The rest of the poem rousingly presents these "reeds" as living large lives, as those Argonauts (a crew of broken reed heroes if ever there was one) who have sought the Golden Fleece and, better yet, found it. Whatever else, this poem is important for first introducing this Argonautic theme. I may be wrong, but I suspect that it is important that Lafferty connects the "Ghostly Thing" (which I read, maybe wrongly, as a reference to the work of the Holy Spirit) to the Golden Fleece. And as the poem nears its end, there is an implicit eschatology in Lafferty's protology.
"Before 'Triumphant' grew a taint" is a rallying cry for all to finish well, triumphantly (in basso profundo chorus) following a giant wild lover, whether dead or done or fallen to heroics fever.
*Side note: I've been thinking a lot lately about Lafferty's Romances and the way that sexuality (broadly speaking) is exhibited in and between his male and female characters. The explicit Fleece/Argo/Jason connection makes me wonder if we'll get a Medea character at any time in this book. In the Argonautica, Medea is key to obtaining the Golden Fleece. Will it be so here? As the story transitions from this high-falutin' legend-alludin' to something more mundane (moving "episodically to the events of the war buddies leaving the war and returning home, and then their lives back in the States," as Daniel puts it), will there even be a recognizable Fleece moment? Am I making too much of this Argo connection and/or straining for 1:1 correspondences while Lafferty is playing much looser? Eh, we'll see. I'm still going to be on the lookout for Medea(s).
Nice! I agree that the poetic prologue is crucial and is the novel's real starting point. I just didn't want to get into it right now to be honest! Shame on me. What you've got here in this post is word for word what I've got in the Manuscript Press edition. It's actually one of the better poems by Laff for my money. Some lovely imagery, as you've pointed out. You've given a good opening analysis of it - particularly I'm struck by your insight that Lafferty is unearthing *recent* fossils - the post-WWII world that by the late 60s/70s already seemed an ancient world to so many moderns. I think Lafferty might one day be seen as one of the key modern writers to sync up pre-1950 with post-1950 in the 20th century, for Lafferty was very much on the pulse of the latter half of the century even whilst so thoroughly rooted in earlier times.
ReplyDeleteI do think we're meant to take the Argonauts/Fleece stuff as keys to the whole long work, but I'm not sure in what ways until I finish the whole 'Devil is Dead Trilogy' (the last volume of which is tellingly titled *Argo*). I do think there are a number of Medeas throughout, certainly - or at least a number of crucial female characters.
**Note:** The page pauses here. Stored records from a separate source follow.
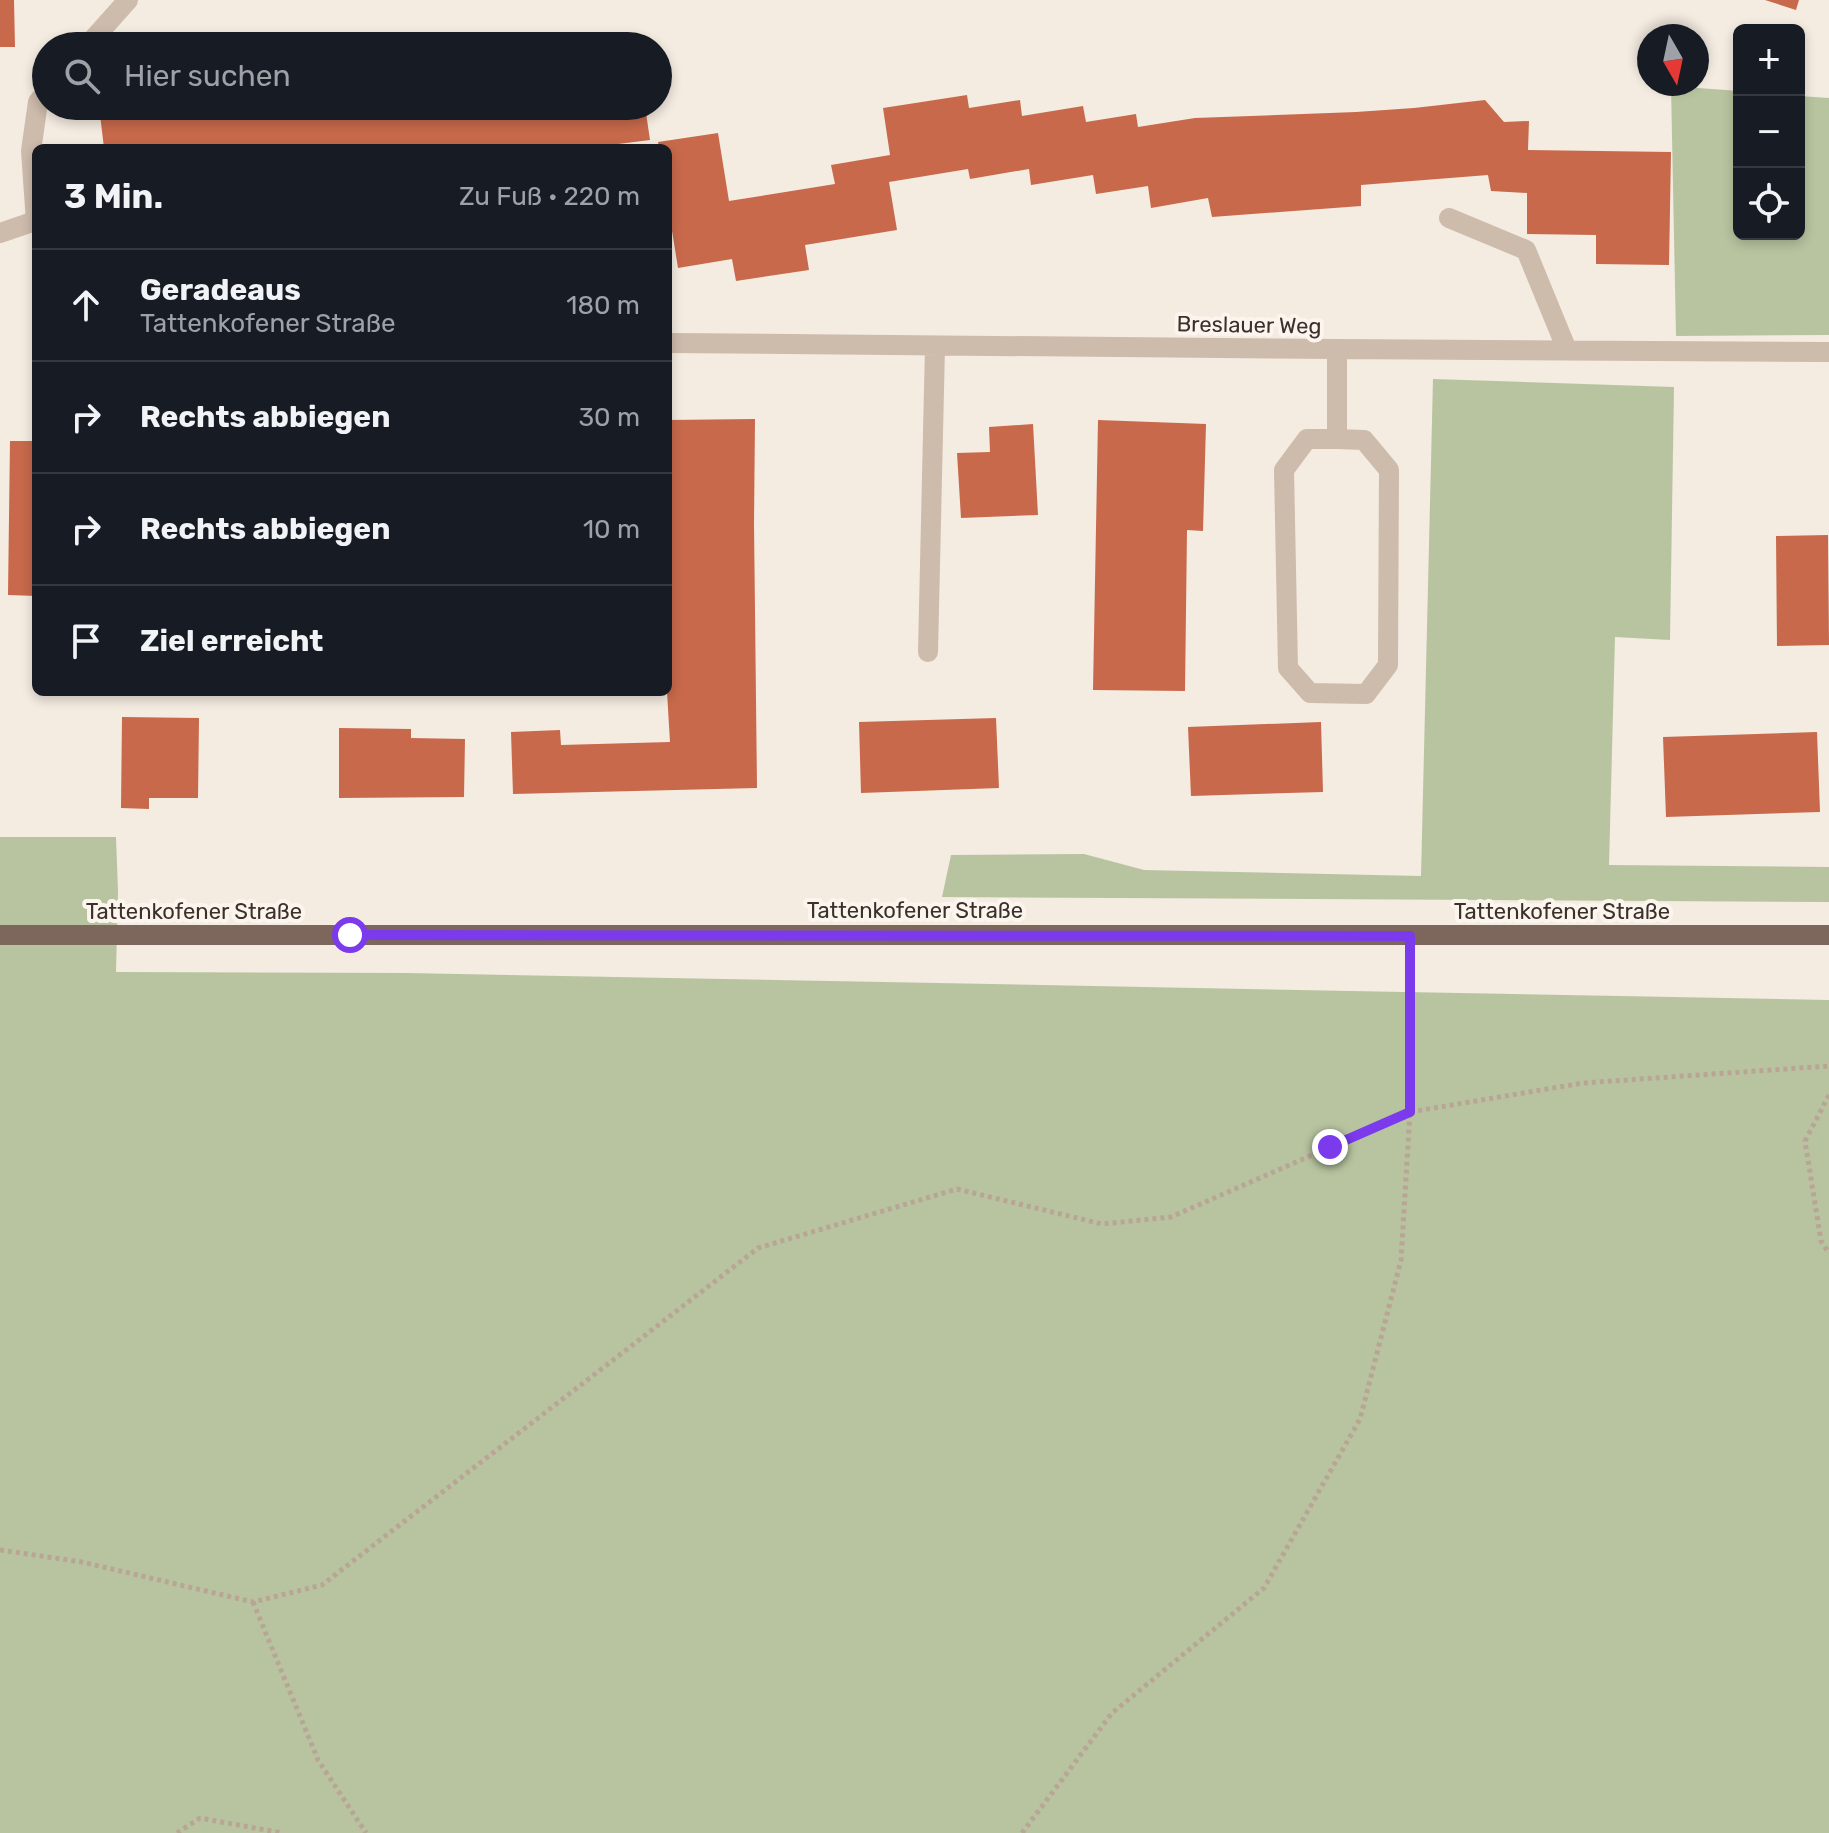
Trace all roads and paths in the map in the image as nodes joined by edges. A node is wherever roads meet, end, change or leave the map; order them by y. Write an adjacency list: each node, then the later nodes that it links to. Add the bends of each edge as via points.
1 (128, 0): 2 (street)
2 (99, 32)
3 (35, 120): 4 (street)
4 (32, 144)
5 (32, 144): 6 (street)
6 (32, 165)
7 (1449, 218): 13 (street, via 1526,250)
8 (32, 222): 9 (street)
9 (0, 233)
10 (672, 343): 11 (street, Breslauer Weg)
11 (935, 346): 12 (street, Breslauer Weg); 16 (street)
12 (1337, 349): 13 (street, Breslauer Weg); 15 (street)
13 (1567, 350): 14 (street, Breslauer Weg)
14 (1829, 352)
15 (1337, 439): 15 (street, via 1307,439 1284,470 1288,668 1310,693 1366,694 1388,665 1389,470 1364,440)
16 (928, 652)
17 (0, 935): 19 (main road, Tattenkofener Straße)
18 (1829, 935): 19 (main road, Tattenkofener Straße)
19 (1410, 936): 22 (path)
20 (1829, 1066): 22 (path, via 1583,1083)
21 (1829, 1095): 23 (path, via 1805,1141 1821,1241)
22 (1410, 1112): 25 (path, via 1171,1217 1102,1224 957,1189 758,1248 322,1585); 29 (path, via 1401,1260 1360,1419 1264,1588 1112,1713)
23 (1829, 1253)
24 (0, 1550): 25 (path, via 82,1562)
25 (253, 1602): 28 (path, via 318,1760)
26 (177, 1833): 27 (path, via 200,1818)
27 (282, 1833)
28 (366, 1833)
29 (1022, 1833)

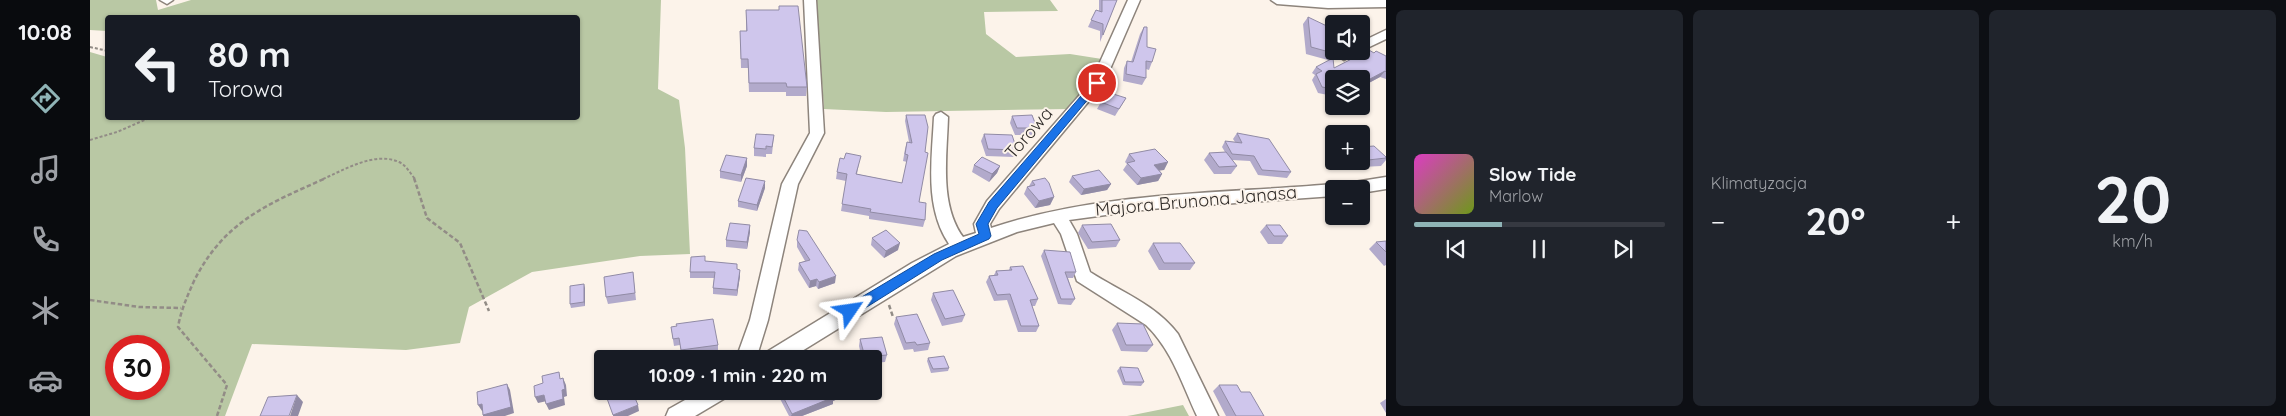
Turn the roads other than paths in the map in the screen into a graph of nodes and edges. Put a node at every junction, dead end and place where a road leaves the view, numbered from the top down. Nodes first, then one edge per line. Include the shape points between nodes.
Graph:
1 (810, 0) edge
2 (1134, 0) edge
3 (1285, 0) edge
4 (1386, 3) edge
5 (1386, 34) edge
6 (1370, 42) edge
7 (941, 117) dead end
8 (1386, 183) edge
9 (1370, 186) edge
10 (1325, 191) edge
11 (1059, 216) junction
12 (985, 236) junction
13 (960, 246) junction
14 (749, 350) edge
15 (787, 350) edge
16 (704, 400) edge
17 (676, 416) edge
18 (1208, 416) edge

1 - 14 street via 817,133 790,184 759,320
2 - 12 street, Torowa via 1097,83 993,205 982,224
3 - 4 street via 1328,4
5 - 6 street
7 - 13 street via 941,208
8 - 9 street
10 - 11 street, Majora Brunona Janasa via 1126,205
11 - 12 street, Majora Brunona Janasa
11 - 18 street via 1069,234 1083,276 1140,310 1164,330
12 - 13 street, Majora Brunona Janasa
13 - 15 street, Majora Brunona Janasa
16 - 17 street

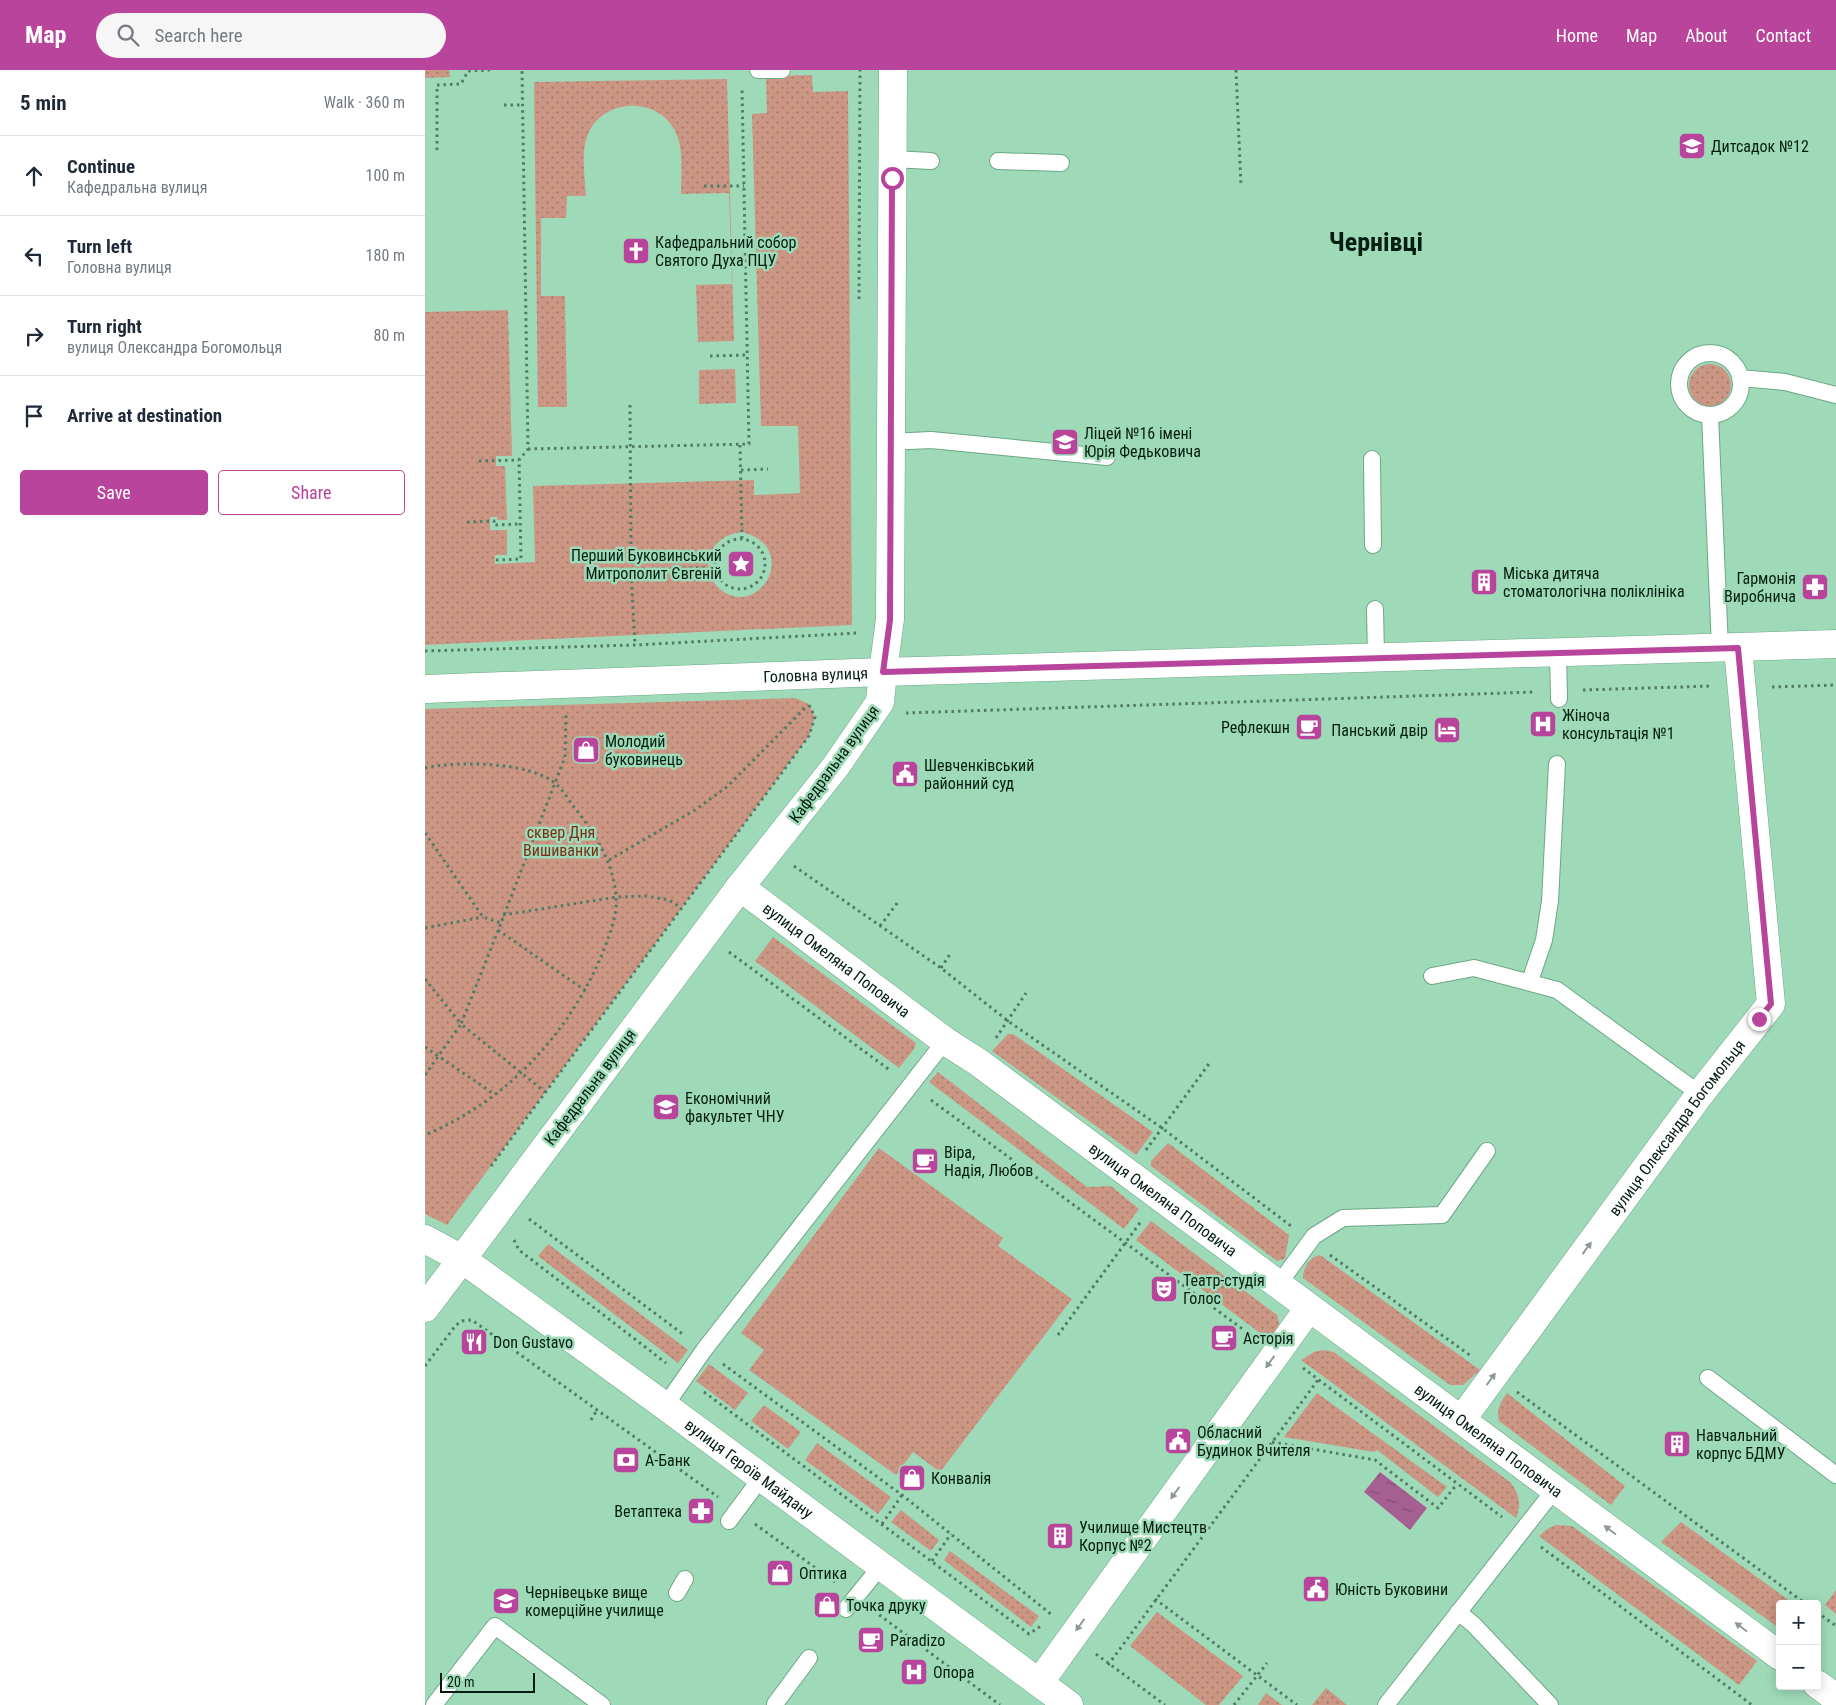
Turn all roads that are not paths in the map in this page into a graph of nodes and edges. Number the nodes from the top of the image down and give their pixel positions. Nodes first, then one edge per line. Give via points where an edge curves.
1 (757, 70) edge
2 (782, 70) edge
3 (893, 70) edge
4 (892, 159) junction
5 (931, 161) dead end
6 (998, 161) dead end
7 (1061, 163) dead end
8 (1740, 378) junction
9 (1836, 395) edge
10 (1710, 415) junction
11 (889, 442) junction
12 (1107, 457) dead end
13 (1372, 459) dead end
14 (1373, 545) dead end
15 (1375, 610) dead end
16 (1836, 644) edge
17 (1729, 648) junction
18 (1558, 652) junction
19 (1376, 656) junction
20 (883, 672) junction
21 (425, 690) edge
22 (1559, 695) road end
23 (1557, 764) dead end
24 (740, 887) junction
25 (1432, 976) dead end
26 (1530, 981) junction
27 (945, 1041) junction
28 (1700, 1094) junction
29 (1487, 1151) dead end
30 (425, 1239) edge
31 (462, 1260) junction
32 (1278, 1285) junction
33 (425, 1308) edge
34 (1309, 1308) junction
35 (1708, 1378) dead end
36 (665, 1406) junction
37 (1463, 1419) junction
38 (1836, 1475) edge
39 (761, 1478) junction
40 (1555, 1489) junction
41 (733, 1516) road end
42 (881, 1566) junction
43 (851, 1603) road end
44 (1458, 1612) junction
45 (1776, 1653) edge
46 (809, 1658) dead end
47 (1039, 1683) junction
48 (1821, 1687) edge
49 (1836, 1698) edge
50 (775, 1704) edge
51 (434, 1705) edge
52 (602, 1705) edge
53 (1069, 1705) edge
54 (1386, 1705) edge
55 (1550, 1705) edge

1 - 2 lane
3 - 4 street, Кафедральна вулиця
4 - 5 lane
4 - 11 street, Кафедральна вулиця
6 - 7 lane
8 - 9 lane via 1785,382
8 - 10 lane via 1737,399 1721,413
8 - 10 lane via 1737,368 1720,354 1709,353 1689,360 1679,379 1679,390 1690,408 1699,414
10 - 17 lane
11 - 12 lane via 931,440
11 - 20 street, Кафедральна вулиця via 890,620
13 - 14 lane
15 - 19 lane
16 - 17 street, Головна вулиця
17 - 18 street, Головна вулиця
17 - 28 street, вулиця Олександра Богомольця via 1771,1004
18 - 19 street, Головна вулиця
18 - 22 lane
19 - 20 street, Головна вулиця
20 - 21 street, Головна вулиця
20 - 24 street, Кафедральна вулиця via 880,702 836,766
23 - 26 lane via 1551,902 1544,940
24 - 27 street, вулиця Омеляна Поповича
24 - 31 street, Кафедральна вулиця
25 - 26 lane via 1474,968
26 - 28 lane via 1557,990
27 - 32 street, вулиця Омеляна Поповича via 978,1062
27 - 36 lane via 704,1350
37 -> 28 street, вулиця Олександра Богомольця
29 - 32 lane via 1442,1215 1343,1218 1310,1241
30 - 31 street, вулиця Героїв Майдану
31 - 33 street, Кафедральна вулиця
31 - 36 street, вулиця Героїв Майдану
32 - 34 street, вулиця Омеляна Поповича
34 - 37 street, вулиця Омеляна Поповича
34 -> 47 street
35 - 38 lane
36 - 39 street, вулиця Героїв Майдану
37 - 40 street, вулиця Омеляна Поповича
39 - 41 lane
39 - 42 street, вулиця Героїв Майдану
40 - 44 lane
45 -> 40 street, вулиця Омеляна Поповича
42 - 43 lane
42 - 47 street, вулиця Героїв Майдану
44 - 54 lane
44 - 55 lane
46 - 50 lane
47 - 53 street, вулиця Героїв Майдану
48 - 49 street
51 - 52 lane via 495,1626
I really need to re-familiarise myself with the Argonaut myth cycle though.
So glad you're reading this too, John! (And that you're ALIVE - and still blogging!)
"fallen to heroics fever"
ReplyDeletefever or fewer? I merely ask because of the rhyme.
I haven't examined why, but for some reason, this reminds me of the ending of e e cummings' "i sing of Olaf glad and big":
Christ(of His mercy infinite)
i pray to see;and Olaf,too
preponderatingly because
unless statistics lie he was
more brave than me:more blond than you.